Между тем Роберт и Урбен остались с глазу на глаз.

— Граф де Трем, глава нашего рода, — сказал поручик с мрачным видом, — брату Анри и Лаграверу вы дали поручения, а меня оставляете в бездействии. Чем же я утратил права нашего доблестного рода служить с опасностью для жизни правому делу герцога Орлеанского?

— Напротив, — возразил полковник, — на тебя я полагаюсь более всех. Почему для тебя и предназначил то, чего не поручил бы никому, если бы мог в одно и то же время находиться в двух местах. Ты вместо меня поедешь в Брюссель в тот день, когда наш полк сделается арьергардом армии маршала де Брезе, направляющейся на Маастрихт.

Глава XVIII

ОПЬЯНЕНИЕ ДОМА ГРЕЛО


есколько часов позднее загадочный человек, которого мы продолжаем называть Морисом де Лагравером, опять возвращался к квартире полковника.

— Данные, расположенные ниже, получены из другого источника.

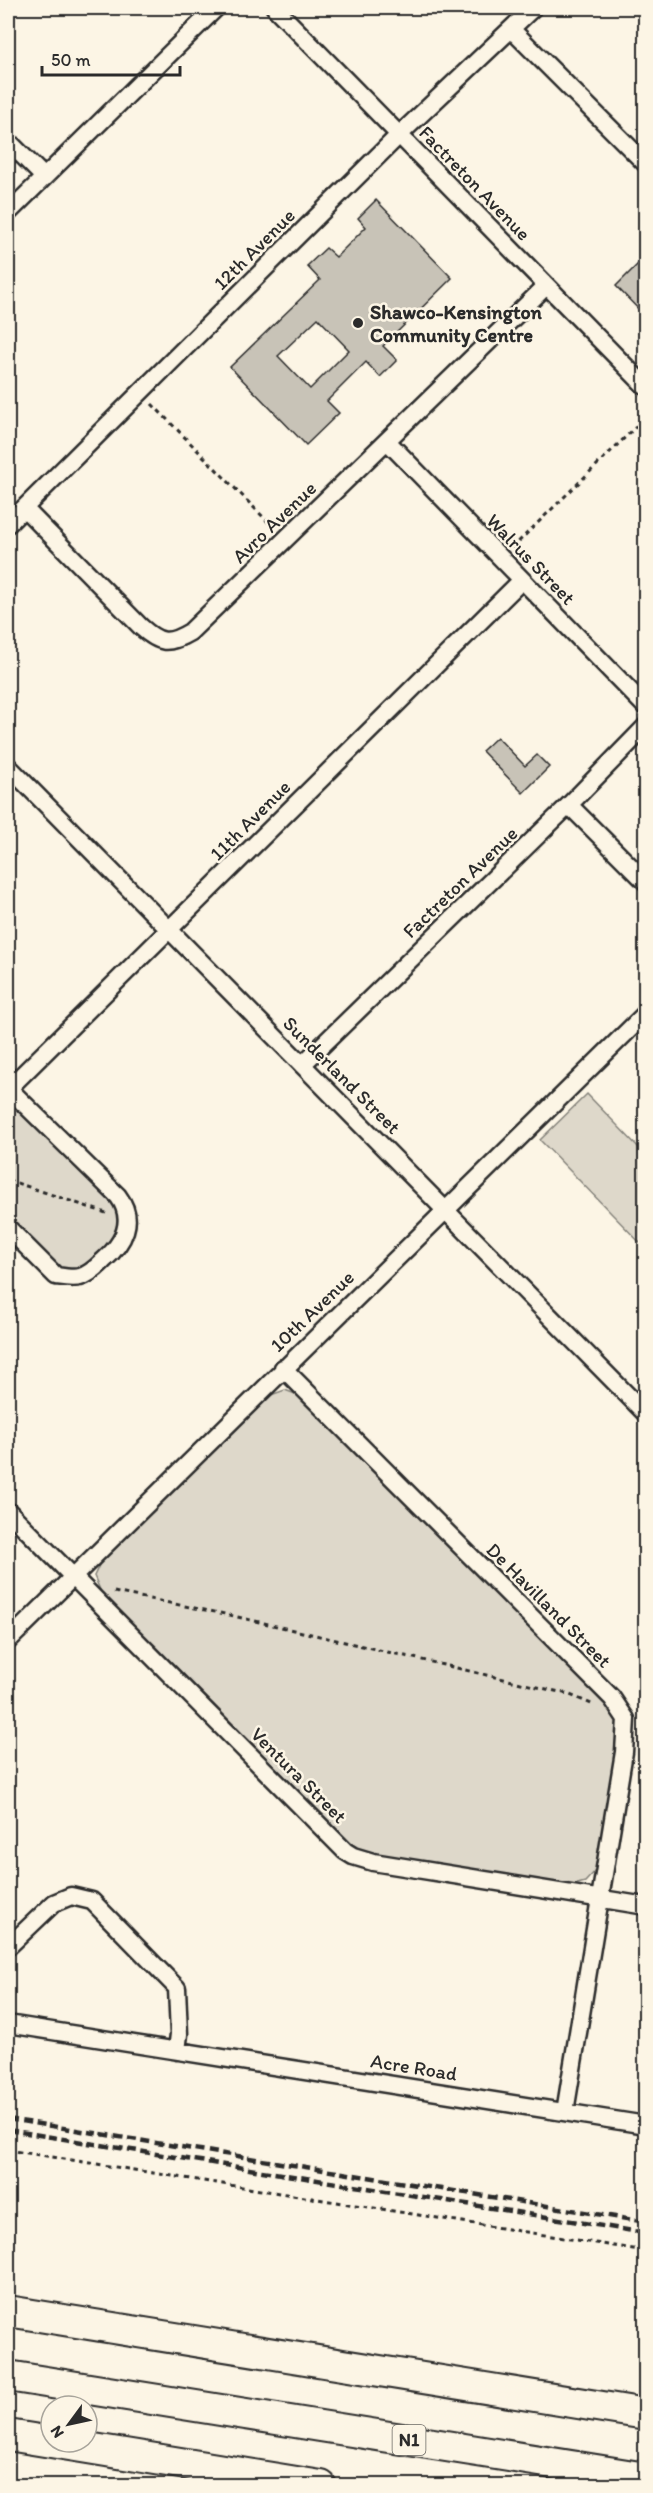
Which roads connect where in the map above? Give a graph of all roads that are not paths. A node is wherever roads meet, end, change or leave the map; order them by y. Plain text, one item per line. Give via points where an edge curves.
1 (216, 8) edge
2 (275, 8) edge
3 (533, 8) edge
4 (511, 29) junction
5 (399, 135) junction
6 (8, 141) edge
7 (645, 164) edge
8 (44, 177) junction
9 (8, 213) edge
10 (546, 286) junction
11 (645, 387) edge
12 (387, 441) junction
13 (24, 508) junction
14 (8, 524) edge
15 (522, 580) junction
16 (645, 707) edge
17 (645, 726) edge
18 (8, 766) edge
19 (569, 805) junction
20 (645, 882) edge
21 (169, 930) junction
22 (645, 1013) edge
23 (302, 1065) junction
24 (8, 1089) edge
25 (445, 1210) junction
26 (8, 1228) edge
27 (283, 1368) junction
28 (645, 1414) edge
29 (8, 1511) edge
30 (72, 1577) junction
31 (8, 1641) edge
32 (599, 1898) junction
33 (645, 1906) edge
34 (8, 1947) edge
35 (8, 2024) edge
36 (177, 2051) junction
37 (565, 2112) junction
38 (645, 2126) edge
39 (8, 2296) edge
40 (8, 2311) edge
41 (383, 2372) junction
42 (8, 2376) edge
43 (645, 2414) edge
44 (8, 2435) edge
45 (645, 2478) edge
46 (321, 2486) edge

1 - 8 street
2 - 5 street, Factreton Avenue
3 - 4 street, 12th Avenue
4 - 5 street, 12th Avenue
4 - 7 street
5 - 10 street, Factreton Avenue
5 - 13 street, 12th Avenue
6 - 8 street
8 - 9 street
10 - 11 street, Factreton Avenue
10 - 12 street, Avro Avenue
12 - 13 street, Avro Avenue via 190,632 176,640 161,641 141,627
12 - 15 street, Walrus Street
13 - 14 street, 12th Avenue
15 - 16 street, Walrus Street
15 - 21 street, 11th Avenue
17 - 19 street, Factreton Avenue
18 - 21 street, Sunderland Street
19 - 20 street
19 - 23 street, Factreton Avenue
21 - 23 street, Sunderland Street
21 - 24 street, 11th Avenue
22 - 25 street, 10th Avenue
23 - 25 street, Sunderland Street
24 - 26 street, 11th Avenue via 118,1196 128,1220 120,1244 94,1269 79,1277 56,1276
25 - 27 street, 10th Avenue
25 - 28 street, Sunderland Street
27 - 30 street, 10th Avenue
27 - 32 street, De Havilland Street via 612,1698 626,1719
29 - 30 street, Ventura Street
30 - 31 street, 10th Avenue
30 - 32 street, Ventura Street via 353,1856
32 - 33 street, Ventura Street
32 - 37 street
34 - 36 street via 54,1903 71,1896 92,1900 177,1988
35 - 36 street, Acre Road
36 - 37 street, Acre Road
37 - 38 street, Acre Road
39 - 41 highway
40 - 41 highway
41 - 43 highway
42 - 45 highway, N1
44 - 46 highway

Вместо зелёного колета теперь на нём был серый камзол. Большой дорожный плащ, штиблеты выше колена, сапоги из буйволовой кожи и меховая шапка придавали ему вид путешествующего торговца. Даже лошадь его представляла тип чисто фламандский и мещанский благодаря искусно подобранной сбруе.

У наружной двери домика, занимаемого графом Робером, три человека, из которых один был верхом, молча поджидали приближающегося Мориса; это были три брата де Трем, также переодетые странствующими купцами.

— Мы вас ждали, — тихо сказал полковник. — Вот депеша к принцу Оранскому. Теперь обнимемся, виконт! А вы, Лагравер, дайте мне пожать вам руку! Поезжайте, Господь с вами! Урбен выведет вас из лагеря.

Действительно, по прошествии пяти или шести минут путешественники оставили уже за собою последнего часового и Урбен расстался с ними, простившись в немногих дружеских словах. Ночь была туманная и тёмная и всё внимание всадников обращено было на то, чтобы не свалиться во рвы, которые шли по обеим сторонам дороги. При этих условиях они, конечно, не могли разговаривать между собою и почти молча проехали расстояние между Бреном и Нивеллем. К тому же холодное и сырое время скорее возбуждало дрожь, чем разговорчивость.

Однако майор обнаружил мысль, которая преследовала его, спросив раза два у Мориса, будет ли сестра его в состоянии принять графа и Урбена на следующее утро.

На первый вопрос Лагравер ответил коротко, что Валентина способна переносить усталость лучше другого мужчины. А на повторение вопроса он высказал сожаление, что Анри не может навестить его сестру вместе со своими братьями.

Эти два ответа вырвали два глубоких вздоха у озабоченного майора.

При въезде в Нивелль виконт вздумал рассеять свои грустные мысли и вместе с тем оградить себя от голода и сырости, которые пронизывали его до костей. Он нашёл верное средство от недуга душевного и телесного.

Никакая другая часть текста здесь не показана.